Not since the last pandemic, a century ago, has there been such a loss of life on the American continent. It’s an overwhelming crisis and hard to comprehend. But, if you turn the numbers into faces, you can feel the loss at a critical mass. You think of breadwinners who died, auto mechanics who died, teachers who died, scientists, nurses and doctors who died — multiples of each and each part of the nation, the nation diminished by the death of each.
Our losses from this crisis are immeasurable but discernible, and far heavier than we can yet appreciate.
It hit me as I listened to what Amy Morgan, a social worker, had to say about her colleague and friend, Dr. Amanda Denise Cook Zivic, a 44-year-old forensic psychiatrist who died just before Christmas. Amy and Amanda worked together at Clifton T. Perkins Hospital, the state psychiatric hospital in Jessup. Amanda evaluated and treated patients, testified about them in court.
In her work, she touched a lot of lives.
“She was an excellent doctor,” Amy says. “She was clinically astute, an excellent diagnostician, smart as a whip. The patients respected her. She was tough when she needed to be, soft when she needed to be. I saw her interview patients and testify in court. Her death is a great loss for the forensic psychiatry world.”
And for her friends and family, her husband and children.
Amanda Cook fell in love with forensic psychiatry around the time she fell in love with Mike Zivic, a schoolteacher she met in a club in Baltimore when they were both in their 20s. He’d come from Pittsburgh; she’d come from Virginia. He was a teacher at South River High School in Anne Arundel County; she was in her residency at the University of Maryland Medical Center. They were a public service couple — one an educator and coach, the other a doctor devoted to the treatment of some of the most severely impaired and troubled people in Maryland.
Amanda and Mike were married in 2004. They bought a rowhouse near Patterson Park. They renovated a second, larger home nearby and moved there in the spring of 2010. They had two children, first a boy named Jackson, now 8, then a daughter named Kensington, now 6.
“She was just an amazing person, she was absolutely gorgeous … she was incredibly smart,” says Amanda’s husband, who still teaches at South River and coaches the girls basketball team there. “Amanda grew up poor, but she didn’t use that as an excuse. She used it as motivation to become a doctor. … She was an amazing mother. I couldn’t ask for a better partner.”
In December, Amanda became ill with a bacterial infection, and so sick one day she called Mike to say she could not walk. She went to Johns Hopkins Hospital. Tests for the coronavirus were negative, but then one day a test confirmed a COVID infection. She had trouble breathing. She was on a ventilator in a negative pressure room. Her condition worsened. Mike was with her when she died two weeks later on Dec. 23.
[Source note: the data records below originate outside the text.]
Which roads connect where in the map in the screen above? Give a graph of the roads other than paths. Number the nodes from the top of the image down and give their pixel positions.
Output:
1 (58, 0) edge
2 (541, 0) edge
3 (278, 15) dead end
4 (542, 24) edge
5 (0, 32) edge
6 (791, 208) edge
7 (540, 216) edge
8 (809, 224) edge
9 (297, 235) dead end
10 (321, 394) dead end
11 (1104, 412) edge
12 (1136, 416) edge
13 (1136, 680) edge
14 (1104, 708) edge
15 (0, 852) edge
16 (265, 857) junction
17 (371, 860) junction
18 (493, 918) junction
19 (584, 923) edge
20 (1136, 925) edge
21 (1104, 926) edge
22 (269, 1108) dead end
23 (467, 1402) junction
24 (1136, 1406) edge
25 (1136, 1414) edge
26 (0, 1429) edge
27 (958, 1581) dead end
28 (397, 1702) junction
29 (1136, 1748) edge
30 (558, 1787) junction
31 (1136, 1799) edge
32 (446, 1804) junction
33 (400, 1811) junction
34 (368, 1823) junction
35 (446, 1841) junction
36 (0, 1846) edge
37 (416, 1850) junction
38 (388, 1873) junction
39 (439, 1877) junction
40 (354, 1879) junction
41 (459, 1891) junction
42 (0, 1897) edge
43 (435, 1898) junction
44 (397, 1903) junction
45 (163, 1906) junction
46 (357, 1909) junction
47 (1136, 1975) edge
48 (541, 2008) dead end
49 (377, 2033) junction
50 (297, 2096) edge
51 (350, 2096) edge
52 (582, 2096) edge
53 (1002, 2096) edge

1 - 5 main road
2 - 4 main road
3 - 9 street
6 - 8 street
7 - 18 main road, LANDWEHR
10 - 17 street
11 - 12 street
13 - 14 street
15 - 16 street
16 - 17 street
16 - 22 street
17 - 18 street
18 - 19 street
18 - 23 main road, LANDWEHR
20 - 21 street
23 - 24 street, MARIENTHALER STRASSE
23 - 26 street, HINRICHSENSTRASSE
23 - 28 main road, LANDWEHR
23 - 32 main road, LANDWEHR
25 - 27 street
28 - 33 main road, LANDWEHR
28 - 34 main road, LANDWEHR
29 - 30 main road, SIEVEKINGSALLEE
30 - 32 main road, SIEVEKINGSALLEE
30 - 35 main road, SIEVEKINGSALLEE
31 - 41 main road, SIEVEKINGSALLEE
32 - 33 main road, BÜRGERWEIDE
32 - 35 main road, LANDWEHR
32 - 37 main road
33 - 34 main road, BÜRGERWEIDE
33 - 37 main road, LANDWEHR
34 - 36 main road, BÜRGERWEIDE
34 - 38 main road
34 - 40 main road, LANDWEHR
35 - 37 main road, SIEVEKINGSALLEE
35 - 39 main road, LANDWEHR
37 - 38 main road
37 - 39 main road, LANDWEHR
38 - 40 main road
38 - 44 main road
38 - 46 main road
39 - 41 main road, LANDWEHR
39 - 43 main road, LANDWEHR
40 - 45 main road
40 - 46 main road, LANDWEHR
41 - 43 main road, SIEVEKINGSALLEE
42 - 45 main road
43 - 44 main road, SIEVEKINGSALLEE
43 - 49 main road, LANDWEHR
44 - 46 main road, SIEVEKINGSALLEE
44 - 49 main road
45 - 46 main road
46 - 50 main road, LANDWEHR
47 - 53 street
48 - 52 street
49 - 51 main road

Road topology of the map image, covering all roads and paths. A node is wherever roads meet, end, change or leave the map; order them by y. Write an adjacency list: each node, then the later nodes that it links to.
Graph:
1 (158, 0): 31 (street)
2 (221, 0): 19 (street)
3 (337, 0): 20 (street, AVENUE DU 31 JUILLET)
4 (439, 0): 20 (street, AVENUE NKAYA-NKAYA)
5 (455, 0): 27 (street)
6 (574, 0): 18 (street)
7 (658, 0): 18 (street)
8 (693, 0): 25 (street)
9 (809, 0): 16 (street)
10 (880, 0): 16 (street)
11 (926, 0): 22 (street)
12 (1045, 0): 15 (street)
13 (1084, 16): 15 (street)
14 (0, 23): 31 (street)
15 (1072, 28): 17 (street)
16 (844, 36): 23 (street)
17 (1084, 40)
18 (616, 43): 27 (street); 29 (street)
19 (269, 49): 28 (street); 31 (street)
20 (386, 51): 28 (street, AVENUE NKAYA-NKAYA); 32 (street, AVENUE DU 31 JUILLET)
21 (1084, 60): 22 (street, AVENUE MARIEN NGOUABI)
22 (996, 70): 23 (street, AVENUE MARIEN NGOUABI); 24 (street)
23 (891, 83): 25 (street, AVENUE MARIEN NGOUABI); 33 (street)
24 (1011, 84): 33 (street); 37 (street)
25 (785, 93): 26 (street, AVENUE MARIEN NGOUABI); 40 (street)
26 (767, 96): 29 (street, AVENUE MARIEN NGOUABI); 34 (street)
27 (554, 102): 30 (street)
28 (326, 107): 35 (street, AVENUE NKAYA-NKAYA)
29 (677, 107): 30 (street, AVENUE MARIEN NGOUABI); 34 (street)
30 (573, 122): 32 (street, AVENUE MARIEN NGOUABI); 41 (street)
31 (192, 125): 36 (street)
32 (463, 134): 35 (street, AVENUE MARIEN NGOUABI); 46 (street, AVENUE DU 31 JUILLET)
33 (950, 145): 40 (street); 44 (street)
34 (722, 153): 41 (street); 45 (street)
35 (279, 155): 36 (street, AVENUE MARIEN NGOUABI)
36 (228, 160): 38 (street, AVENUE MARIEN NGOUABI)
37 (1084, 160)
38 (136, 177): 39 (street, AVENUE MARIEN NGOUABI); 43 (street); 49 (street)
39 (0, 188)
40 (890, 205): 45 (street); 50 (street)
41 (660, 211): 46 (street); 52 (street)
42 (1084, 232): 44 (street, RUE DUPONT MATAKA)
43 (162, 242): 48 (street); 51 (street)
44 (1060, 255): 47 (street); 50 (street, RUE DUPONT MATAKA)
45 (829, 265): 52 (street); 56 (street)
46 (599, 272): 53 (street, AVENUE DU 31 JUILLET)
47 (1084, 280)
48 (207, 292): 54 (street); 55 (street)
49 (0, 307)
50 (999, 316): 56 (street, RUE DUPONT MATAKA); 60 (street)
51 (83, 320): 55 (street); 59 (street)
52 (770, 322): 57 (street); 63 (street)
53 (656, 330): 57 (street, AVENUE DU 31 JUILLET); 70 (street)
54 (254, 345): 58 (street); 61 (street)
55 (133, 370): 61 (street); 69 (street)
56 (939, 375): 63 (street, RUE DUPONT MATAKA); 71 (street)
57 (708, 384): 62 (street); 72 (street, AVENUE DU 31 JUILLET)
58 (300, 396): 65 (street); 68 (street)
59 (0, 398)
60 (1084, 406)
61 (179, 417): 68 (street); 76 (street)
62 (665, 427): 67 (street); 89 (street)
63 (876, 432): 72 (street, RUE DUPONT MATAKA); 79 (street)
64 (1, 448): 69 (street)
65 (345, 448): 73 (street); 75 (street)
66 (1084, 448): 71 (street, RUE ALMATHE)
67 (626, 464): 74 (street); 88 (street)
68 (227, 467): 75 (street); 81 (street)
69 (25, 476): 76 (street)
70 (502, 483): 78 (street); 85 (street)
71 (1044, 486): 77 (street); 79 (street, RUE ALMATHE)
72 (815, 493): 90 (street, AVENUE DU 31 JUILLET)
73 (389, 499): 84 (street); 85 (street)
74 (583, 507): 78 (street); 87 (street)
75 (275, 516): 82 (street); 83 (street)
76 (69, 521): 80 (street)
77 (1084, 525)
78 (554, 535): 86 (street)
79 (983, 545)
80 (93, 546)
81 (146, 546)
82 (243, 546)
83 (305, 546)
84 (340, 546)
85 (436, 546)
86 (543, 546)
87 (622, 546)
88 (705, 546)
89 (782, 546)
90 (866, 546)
“I never thought this would happen,” he says. “It’s incredibly hurtful. It just doesn’t feel right. It doesn’t seem normal … It doesn’t seem … anything.”
I asked about his kids.
“I don’t know how much they’re comprehending right now,” he said. “I know they miss her. … They’re definitely doing better than me.”
I expressed my sympathy, but the words seemed so meager compared to the size of the man’s loss and, each day, the immeasurable but discernible losses for us all.